* [WORK REQUIRED]
Quote the entries in full, character for character, without their images.

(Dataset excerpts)
★ ★ ★ ★ ★ ★ ★

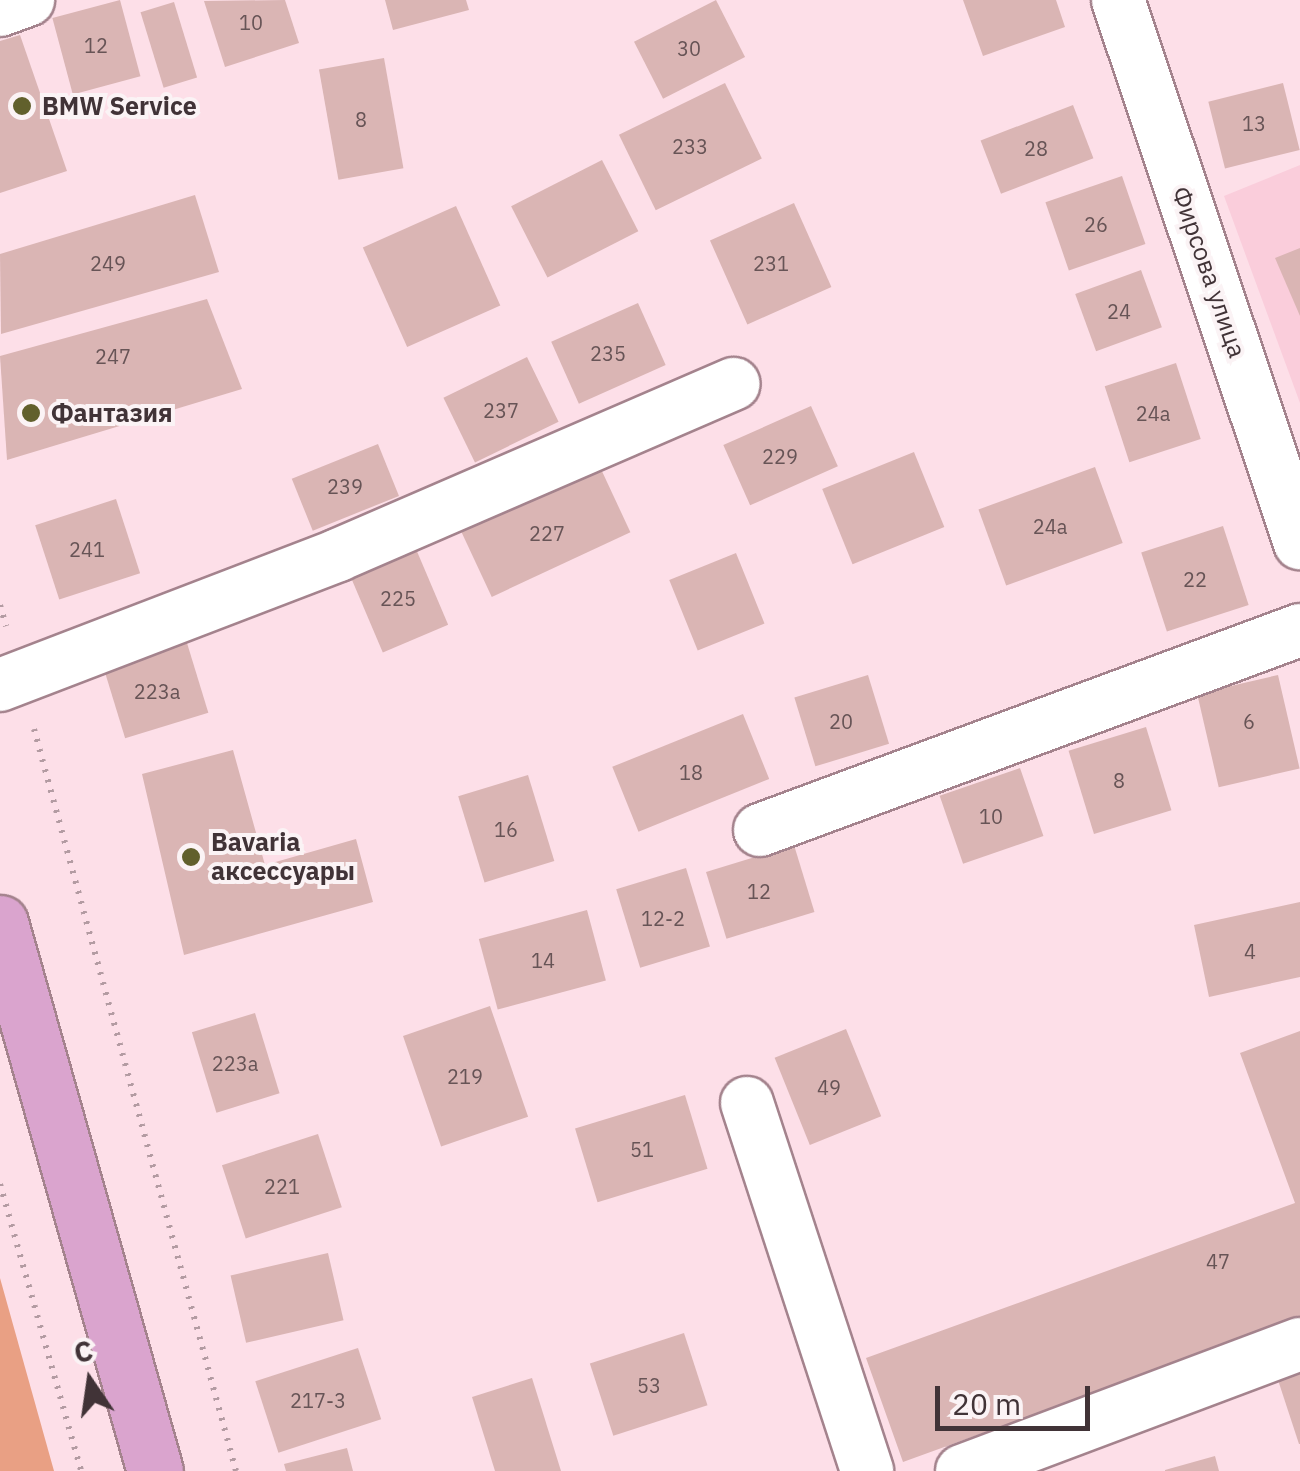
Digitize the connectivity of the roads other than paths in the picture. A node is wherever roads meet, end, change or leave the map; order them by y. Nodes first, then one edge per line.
1 (28, 0) edge
2 (1118, 0) edge
3 (0, 10) edge
4 (734, 384) dead end
5 (1300, 543) edge
6 (1300, 630) edge
7 (10, 681) edge
8 (760, 830) dead end
9 (0, 922) edge
10 (746, 1102) dead end
11 (1300, 1344) edge
12 (155, 1471) edge
13 (867, 1471) edge
14 (962, 1471) edge

1 - 3 street
2 - 5 street, Фирсова улица
4 - 7 street
6 - 8 street
9 - 12 main road
10 - 13 street
11 - 14 street

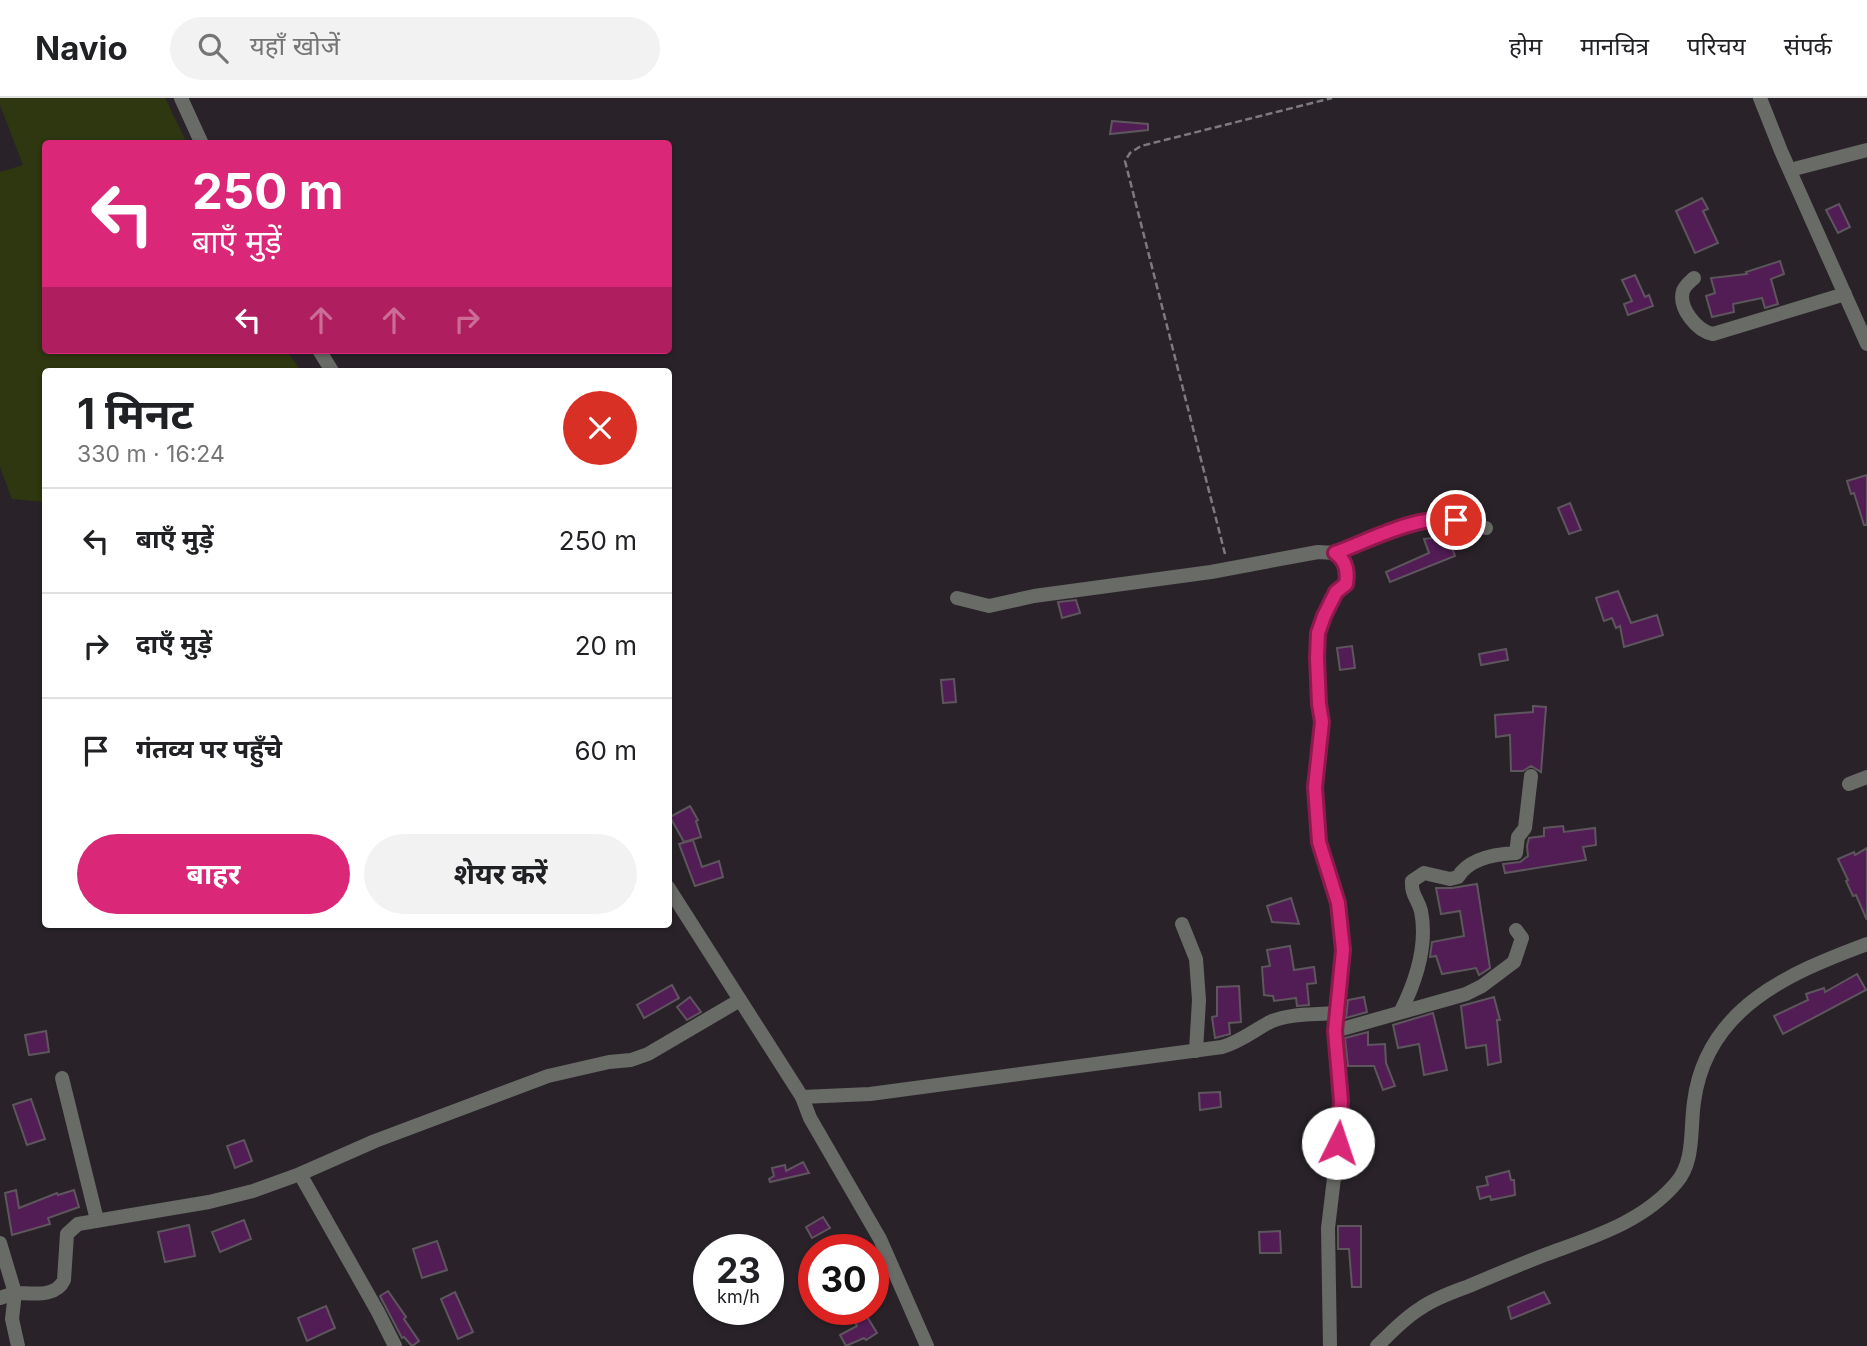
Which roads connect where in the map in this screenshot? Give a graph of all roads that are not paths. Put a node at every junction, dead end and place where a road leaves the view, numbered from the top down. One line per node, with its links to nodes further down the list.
1 (181, 98): 3 (street)
2 (1760, 98): 5 (street)
3 (200, 140)
4 (1867, 150): 5 (street)
5 (1790, 170): 7 (street)
6 (1694, 278): 7 (street)
7 (1845, 294): 8 (street)
8 (1867, 344)
9 (1486, 528): 10 (street)
10 (1335, 553): 11 (street); 21 (street)
11 (957, 598)
12 (1531, 776): 20 (street)
13 (1867, 777): 14 (street)
14 (1849, 784)
15 (672, 893): 19 (street)
16 (1182, 924): 23 (street)
17 (1516, 930): 20 (street)
18 (1867, 944): 35 (street)
19 (740, 1000): 25 (street); 26 (street)
20 (1401, 1011): 22 (street)
21 (1335, 1013): 22 (street); 23 (street)
22 (1335, 1031): 34 (street)
23 (1196, 1051): 25 (street)
24 (62, 1078): 27 (street)
25 (802, 1097): 33 (street)
26 (300, 1174): 27 (street); 32 (street)
27 (97, 1220): 29 (street)
28 (0, 1243): 29 (street)
29 (15, 1293): 30 (street); 31 (street)
30 (0, 1298)
31 (18, 1346)
32 (395, 1346)
33 (927, 1346)
34 (1330, 1346)
35 (1377, 1346)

★ ★ ★ ★ ★ ★ ★

* [COMPLETED TASK]
Digitize the connectivity of the roads other than paths in the picture. A node is wherever roads meet, end, change or leave the map; order them by y. Nodes first, then one edge per line.
1 (28, 0) edge
2 (1118, 0) edge
3 (0, 10) edge
4 (734, 384) dead end
5 (1300, 543) edge
6 (1300, 630) edge
7 (10, 681) edge
8 (760, 830) dead end
9 (0, 922) edge
10 (746, 1102) dead end
11 (1300, 1344) edge
12 (155, 1471) edge
13 (867, 1471) edge
14 (962, 1471) edge

1 - 3 street
2 - 5 street, Фирсова улица
4 - 7 street
6 - 8 street
9 - 12 main road
10 - 13 street
11 - 14 street

Which roads connect where in the map in this screenshot? Give a graph of all roads that are not paths. Put a node at every junction, dead end and place where a road leaves the view, numbered from the top down. One line per node, with its links to nodes further down the list.
1 (181, 98): 3 (street)
2 (1760, 98): 5 (street)
3 (200, 140)
4 (1867, 150): 5 (street)
5 (1790, 170): 7 (street)
6 (1694, 278): 7 (street)
7 (1845, 294): 8 (street)
8 (1867, 344)
9 (1486, 528): 10 (street)
10 (1335, 553): 11 (street); 21 (street)
11 (957, 598)
12 (1531, 776): 20 (street)
13 (1867, 777): 14 (street)
14 (1849, 784)
15 (672, 893): 19 (street)
16 (1182, 924): 23 (street)
17 (1516, 930): 20 (street)
18 (1867, 944): 35 (street)
19 (740, 1000): 25 (street); 26 (street)
20 (1401, 1011): 22 (street)
21 (1335, 1013): 22 (street); 23 (street)
22 (1335, 1031): 34 (street)
23 (1196, 1051): 25 (street)
24 (62, 1078): 27 (street)
25 (802, 1097): 33 (street)
26 (300, 1174): 27 (street); 32 (street)
27 (97, 1220): 29 (street)
28 (0, 1243): 29 (street)
29 (15, 1293): 30 (street); 31 (street)
30 (0, 1298)
31 (18, 1346)
32 (395, 1346)
33 (927, 1346)
34 (1330, 1346)
35 (1377, 1346)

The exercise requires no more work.